▶ DESCRIPTION OF THE TASK: From the entries below, work out how many lines contain the string "junctions"; answer with the number alone.

▶ DATASET ENTRIES:

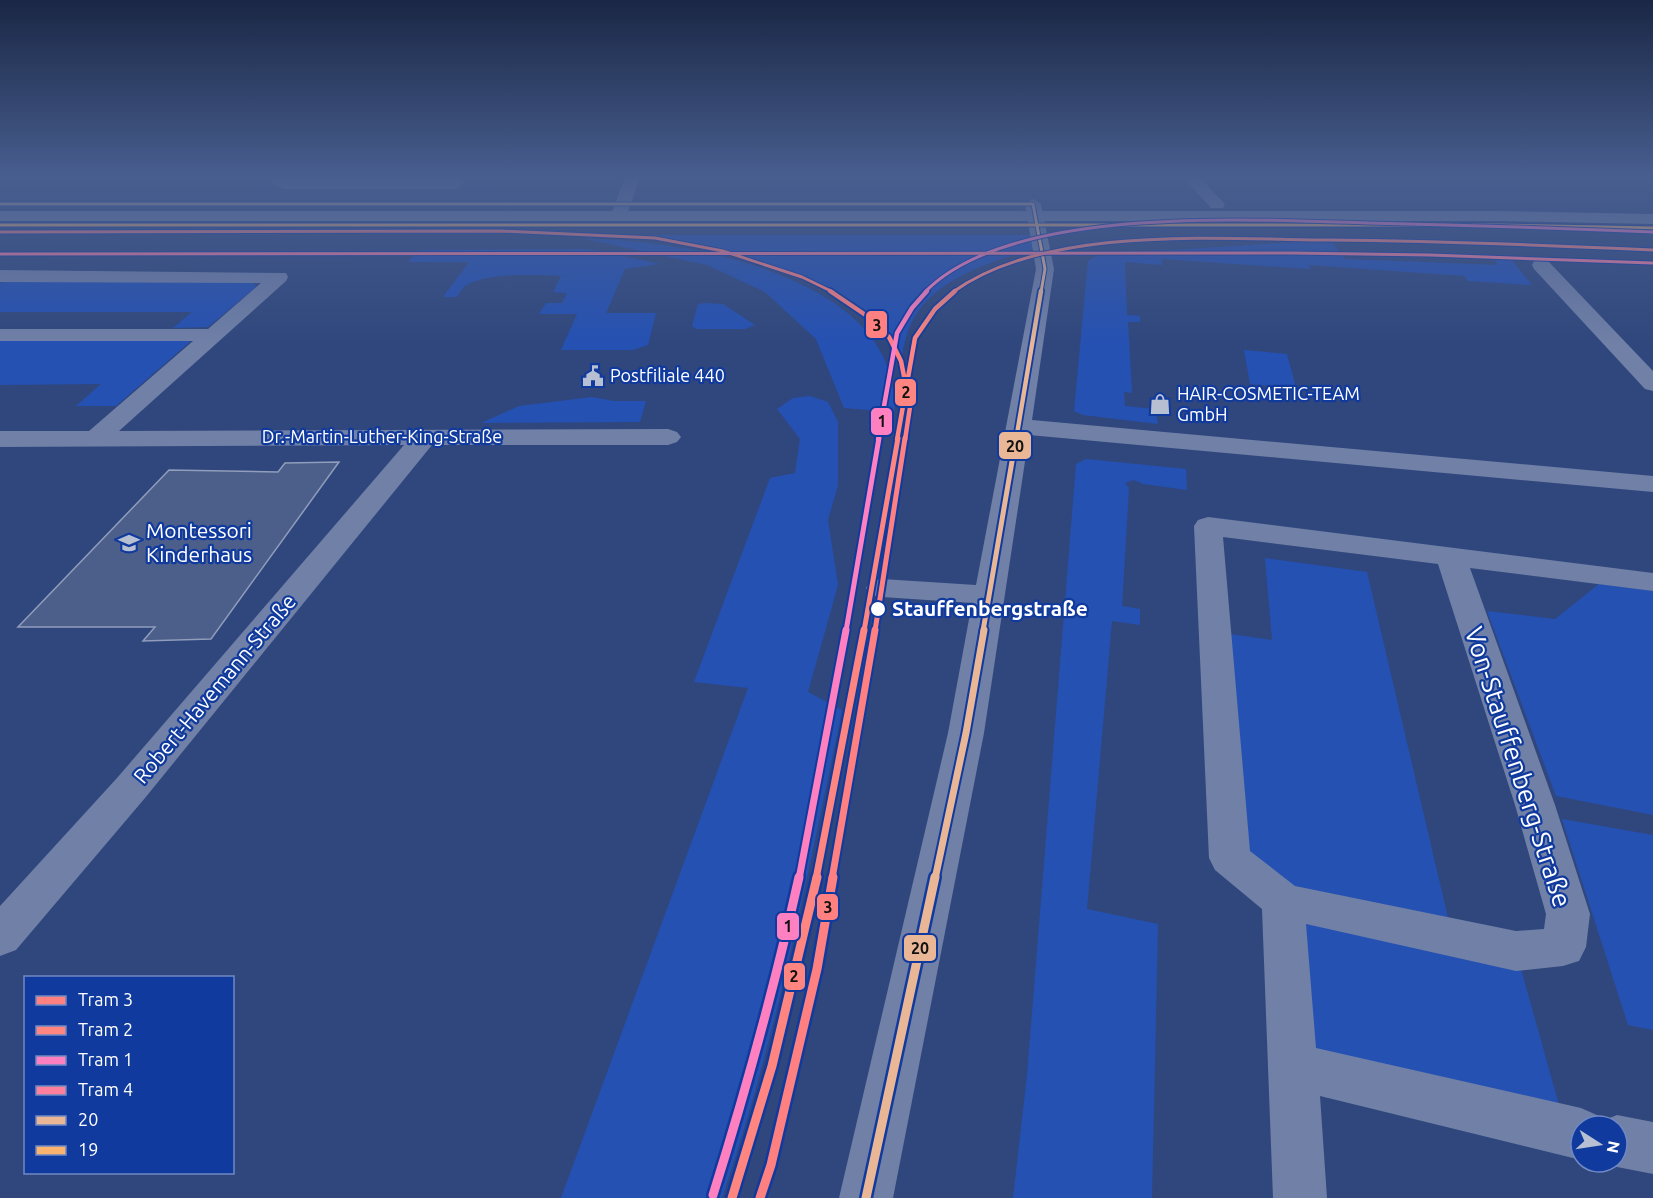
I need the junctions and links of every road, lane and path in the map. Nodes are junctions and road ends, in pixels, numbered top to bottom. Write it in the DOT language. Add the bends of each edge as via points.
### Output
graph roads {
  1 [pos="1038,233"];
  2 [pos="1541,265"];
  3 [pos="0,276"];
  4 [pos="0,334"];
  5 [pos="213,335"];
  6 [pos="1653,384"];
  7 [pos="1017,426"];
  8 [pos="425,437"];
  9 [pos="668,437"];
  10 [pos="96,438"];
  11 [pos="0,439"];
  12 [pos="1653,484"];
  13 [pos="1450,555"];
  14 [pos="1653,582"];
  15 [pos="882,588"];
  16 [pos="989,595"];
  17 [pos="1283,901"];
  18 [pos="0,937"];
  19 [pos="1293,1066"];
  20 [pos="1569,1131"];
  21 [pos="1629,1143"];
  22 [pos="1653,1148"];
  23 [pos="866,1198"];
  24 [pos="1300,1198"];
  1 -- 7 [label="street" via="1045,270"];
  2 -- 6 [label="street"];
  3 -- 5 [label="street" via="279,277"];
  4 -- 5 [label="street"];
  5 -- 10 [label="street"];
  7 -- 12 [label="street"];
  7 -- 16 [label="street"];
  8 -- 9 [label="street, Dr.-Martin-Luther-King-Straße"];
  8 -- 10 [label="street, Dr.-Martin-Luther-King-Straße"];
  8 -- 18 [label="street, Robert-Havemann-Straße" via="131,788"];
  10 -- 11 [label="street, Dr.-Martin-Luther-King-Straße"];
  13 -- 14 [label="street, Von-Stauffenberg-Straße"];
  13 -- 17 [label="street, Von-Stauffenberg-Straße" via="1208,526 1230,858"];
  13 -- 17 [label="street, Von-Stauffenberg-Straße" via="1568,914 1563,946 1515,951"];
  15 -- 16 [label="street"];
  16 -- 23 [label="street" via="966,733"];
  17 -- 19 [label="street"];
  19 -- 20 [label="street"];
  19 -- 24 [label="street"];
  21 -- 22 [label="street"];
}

---

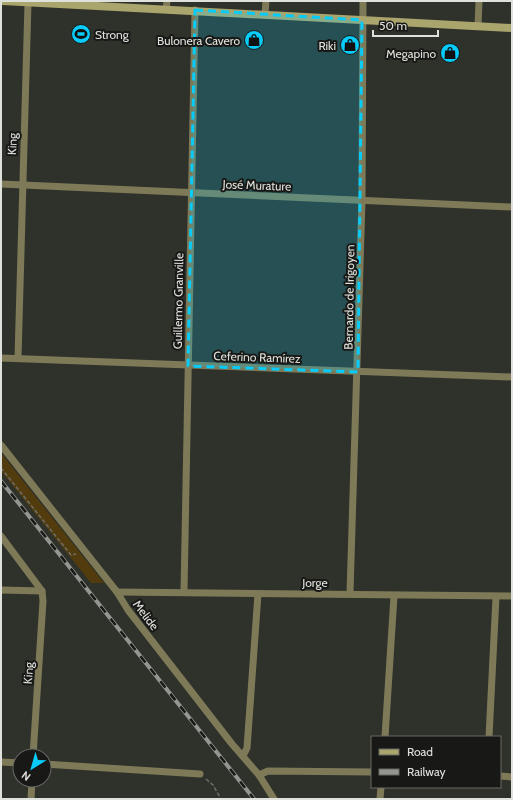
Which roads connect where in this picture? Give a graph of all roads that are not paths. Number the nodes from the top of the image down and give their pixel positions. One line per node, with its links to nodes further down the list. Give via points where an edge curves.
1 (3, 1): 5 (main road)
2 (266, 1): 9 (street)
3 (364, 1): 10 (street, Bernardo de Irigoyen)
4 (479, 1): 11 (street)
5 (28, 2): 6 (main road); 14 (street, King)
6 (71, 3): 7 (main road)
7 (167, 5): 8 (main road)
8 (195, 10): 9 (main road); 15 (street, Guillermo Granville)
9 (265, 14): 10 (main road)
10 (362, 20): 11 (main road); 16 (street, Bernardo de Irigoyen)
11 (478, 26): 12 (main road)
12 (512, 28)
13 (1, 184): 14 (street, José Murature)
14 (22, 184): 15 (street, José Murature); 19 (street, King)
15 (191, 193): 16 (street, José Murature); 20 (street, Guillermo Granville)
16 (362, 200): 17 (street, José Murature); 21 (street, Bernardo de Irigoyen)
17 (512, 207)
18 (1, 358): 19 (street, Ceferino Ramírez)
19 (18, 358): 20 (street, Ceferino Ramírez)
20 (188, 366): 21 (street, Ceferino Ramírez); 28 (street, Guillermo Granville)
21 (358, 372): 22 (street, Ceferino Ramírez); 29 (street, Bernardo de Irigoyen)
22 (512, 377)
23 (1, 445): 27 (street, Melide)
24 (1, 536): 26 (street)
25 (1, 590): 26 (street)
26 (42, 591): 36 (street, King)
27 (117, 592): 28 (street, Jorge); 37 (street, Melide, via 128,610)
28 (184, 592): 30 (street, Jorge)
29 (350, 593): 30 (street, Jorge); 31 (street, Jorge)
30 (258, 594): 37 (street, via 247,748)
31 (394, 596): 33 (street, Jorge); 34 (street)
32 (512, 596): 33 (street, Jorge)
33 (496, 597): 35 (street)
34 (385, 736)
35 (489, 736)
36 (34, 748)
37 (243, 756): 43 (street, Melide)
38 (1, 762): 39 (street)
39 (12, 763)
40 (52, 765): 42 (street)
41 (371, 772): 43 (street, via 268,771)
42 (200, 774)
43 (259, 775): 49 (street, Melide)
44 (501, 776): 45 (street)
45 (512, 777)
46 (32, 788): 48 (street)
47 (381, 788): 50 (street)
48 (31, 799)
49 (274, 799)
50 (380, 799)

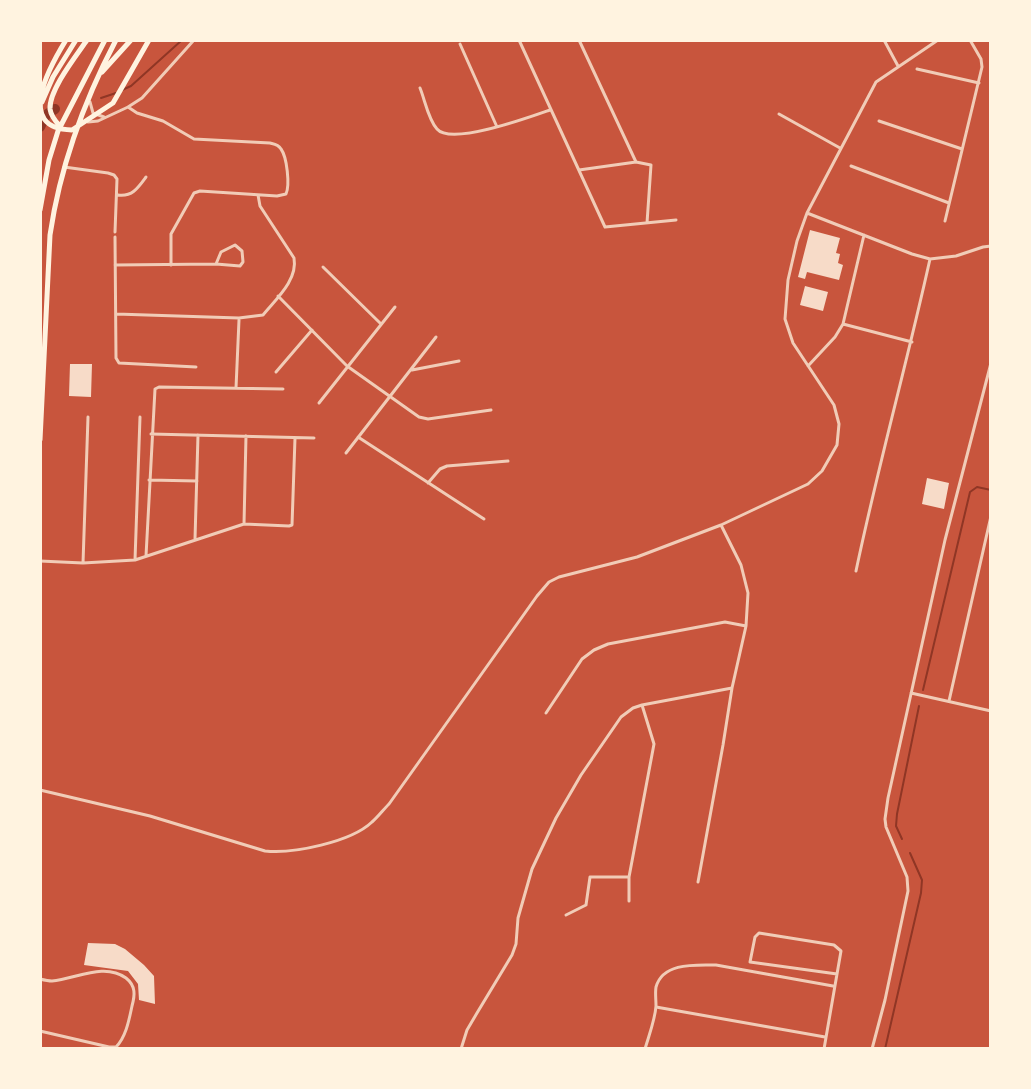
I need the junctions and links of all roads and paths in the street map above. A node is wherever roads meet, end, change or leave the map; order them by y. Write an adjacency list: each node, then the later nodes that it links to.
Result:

==

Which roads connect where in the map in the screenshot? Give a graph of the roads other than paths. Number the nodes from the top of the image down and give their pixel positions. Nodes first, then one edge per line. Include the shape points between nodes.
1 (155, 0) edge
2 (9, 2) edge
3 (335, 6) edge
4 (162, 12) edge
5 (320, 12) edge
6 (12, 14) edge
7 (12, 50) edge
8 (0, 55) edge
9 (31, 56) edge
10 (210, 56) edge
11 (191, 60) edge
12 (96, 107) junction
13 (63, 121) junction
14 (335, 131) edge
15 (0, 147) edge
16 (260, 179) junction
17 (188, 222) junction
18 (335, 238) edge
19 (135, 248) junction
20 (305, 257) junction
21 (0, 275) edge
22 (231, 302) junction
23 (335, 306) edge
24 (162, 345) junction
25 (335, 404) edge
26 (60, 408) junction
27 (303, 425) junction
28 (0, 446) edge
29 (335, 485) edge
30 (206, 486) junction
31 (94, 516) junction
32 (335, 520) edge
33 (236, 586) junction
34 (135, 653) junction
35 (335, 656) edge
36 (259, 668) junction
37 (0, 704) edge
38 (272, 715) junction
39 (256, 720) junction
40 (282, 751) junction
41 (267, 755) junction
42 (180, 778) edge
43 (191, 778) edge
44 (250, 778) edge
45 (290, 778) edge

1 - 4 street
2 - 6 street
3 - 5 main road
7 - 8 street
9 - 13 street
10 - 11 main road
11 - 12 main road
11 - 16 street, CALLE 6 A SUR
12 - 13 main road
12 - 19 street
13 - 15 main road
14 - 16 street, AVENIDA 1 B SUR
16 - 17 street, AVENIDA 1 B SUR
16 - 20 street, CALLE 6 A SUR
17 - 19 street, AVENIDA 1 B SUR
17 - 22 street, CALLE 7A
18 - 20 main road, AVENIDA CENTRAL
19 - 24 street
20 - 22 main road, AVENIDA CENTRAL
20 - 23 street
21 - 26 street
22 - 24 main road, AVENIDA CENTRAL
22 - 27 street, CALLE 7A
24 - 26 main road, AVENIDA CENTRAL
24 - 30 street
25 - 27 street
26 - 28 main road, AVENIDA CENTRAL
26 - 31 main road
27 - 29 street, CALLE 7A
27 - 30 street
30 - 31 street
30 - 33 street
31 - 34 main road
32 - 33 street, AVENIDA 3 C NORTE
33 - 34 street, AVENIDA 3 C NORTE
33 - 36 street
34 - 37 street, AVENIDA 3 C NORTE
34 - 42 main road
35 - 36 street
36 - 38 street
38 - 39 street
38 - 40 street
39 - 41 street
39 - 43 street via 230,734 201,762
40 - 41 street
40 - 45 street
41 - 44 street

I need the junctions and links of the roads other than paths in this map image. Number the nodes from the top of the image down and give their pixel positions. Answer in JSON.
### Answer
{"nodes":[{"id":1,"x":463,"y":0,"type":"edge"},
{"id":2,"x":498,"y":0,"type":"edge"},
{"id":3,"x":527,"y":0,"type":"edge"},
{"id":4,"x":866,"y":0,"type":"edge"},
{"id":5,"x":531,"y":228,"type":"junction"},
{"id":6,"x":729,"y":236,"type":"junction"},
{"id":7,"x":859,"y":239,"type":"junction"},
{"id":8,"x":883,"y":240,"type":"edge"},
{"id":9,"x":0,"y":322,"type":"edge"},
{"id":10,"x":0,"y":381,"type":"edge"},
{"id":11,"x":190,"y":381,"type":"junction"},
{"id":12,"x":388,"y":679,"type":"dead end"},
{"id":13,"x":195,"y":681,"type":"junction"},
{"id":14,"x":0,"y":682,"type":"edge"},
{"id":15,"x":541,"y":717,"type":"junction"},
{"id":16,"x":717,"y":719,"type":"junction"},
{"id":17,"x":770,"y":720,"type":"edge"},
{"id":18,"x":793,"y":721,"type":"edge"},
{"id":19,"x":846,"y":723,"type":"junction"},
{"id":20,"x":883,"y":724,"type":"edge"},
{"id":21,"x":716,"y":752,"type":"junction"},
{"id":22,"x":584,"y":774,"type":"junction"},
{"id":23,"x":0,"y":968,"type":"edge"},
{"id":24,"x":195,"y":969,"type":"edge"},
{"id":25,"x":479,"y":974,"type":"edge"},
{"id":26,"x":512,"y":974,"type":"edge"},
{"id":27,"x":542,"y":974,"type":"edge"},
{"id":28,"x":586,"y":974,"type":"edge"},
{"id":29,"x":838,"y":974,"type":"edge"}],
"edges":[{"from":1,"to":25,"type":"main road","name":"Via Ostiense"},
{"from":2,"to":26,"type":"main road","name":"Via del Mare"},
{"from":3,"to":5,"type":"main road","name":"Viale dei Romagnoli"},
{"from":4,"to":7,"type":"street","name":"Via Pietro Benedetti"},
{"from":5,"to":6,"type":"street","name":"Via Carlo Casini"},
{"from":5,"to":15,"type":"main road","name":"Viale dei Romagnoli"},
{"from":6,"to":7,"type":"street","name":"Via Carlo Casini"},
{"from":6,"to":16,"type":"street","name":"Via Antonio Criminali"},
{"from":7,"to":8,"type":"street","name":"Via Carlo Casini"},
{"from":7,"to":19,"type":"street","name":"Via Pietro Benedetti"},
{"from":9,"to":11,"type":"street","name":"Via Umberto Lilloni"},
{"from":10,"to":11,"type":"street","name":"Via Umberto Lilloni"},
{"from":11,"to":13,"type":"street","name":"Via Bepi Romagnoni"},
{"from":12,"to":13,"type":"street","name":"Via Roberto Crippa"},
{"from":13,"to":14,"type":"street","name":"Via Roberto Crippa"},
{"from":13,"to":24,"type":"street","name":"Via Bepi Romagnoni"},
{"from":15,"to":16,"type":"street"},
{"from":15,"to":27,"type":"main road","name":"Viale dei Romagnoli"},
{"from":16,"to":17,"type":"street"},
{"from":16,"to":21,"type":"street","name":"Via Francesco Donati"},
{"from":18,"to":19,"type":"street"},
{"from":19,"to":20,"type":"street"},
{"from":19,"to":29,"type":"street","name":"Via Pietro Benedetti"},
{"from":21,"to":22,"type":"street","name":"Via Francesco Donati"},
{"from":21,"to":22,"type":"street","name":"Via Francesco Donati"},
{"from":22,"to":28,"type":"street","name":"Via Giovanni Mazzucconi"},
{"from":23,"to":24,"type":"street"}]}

▶ TASK SOLUTION: 3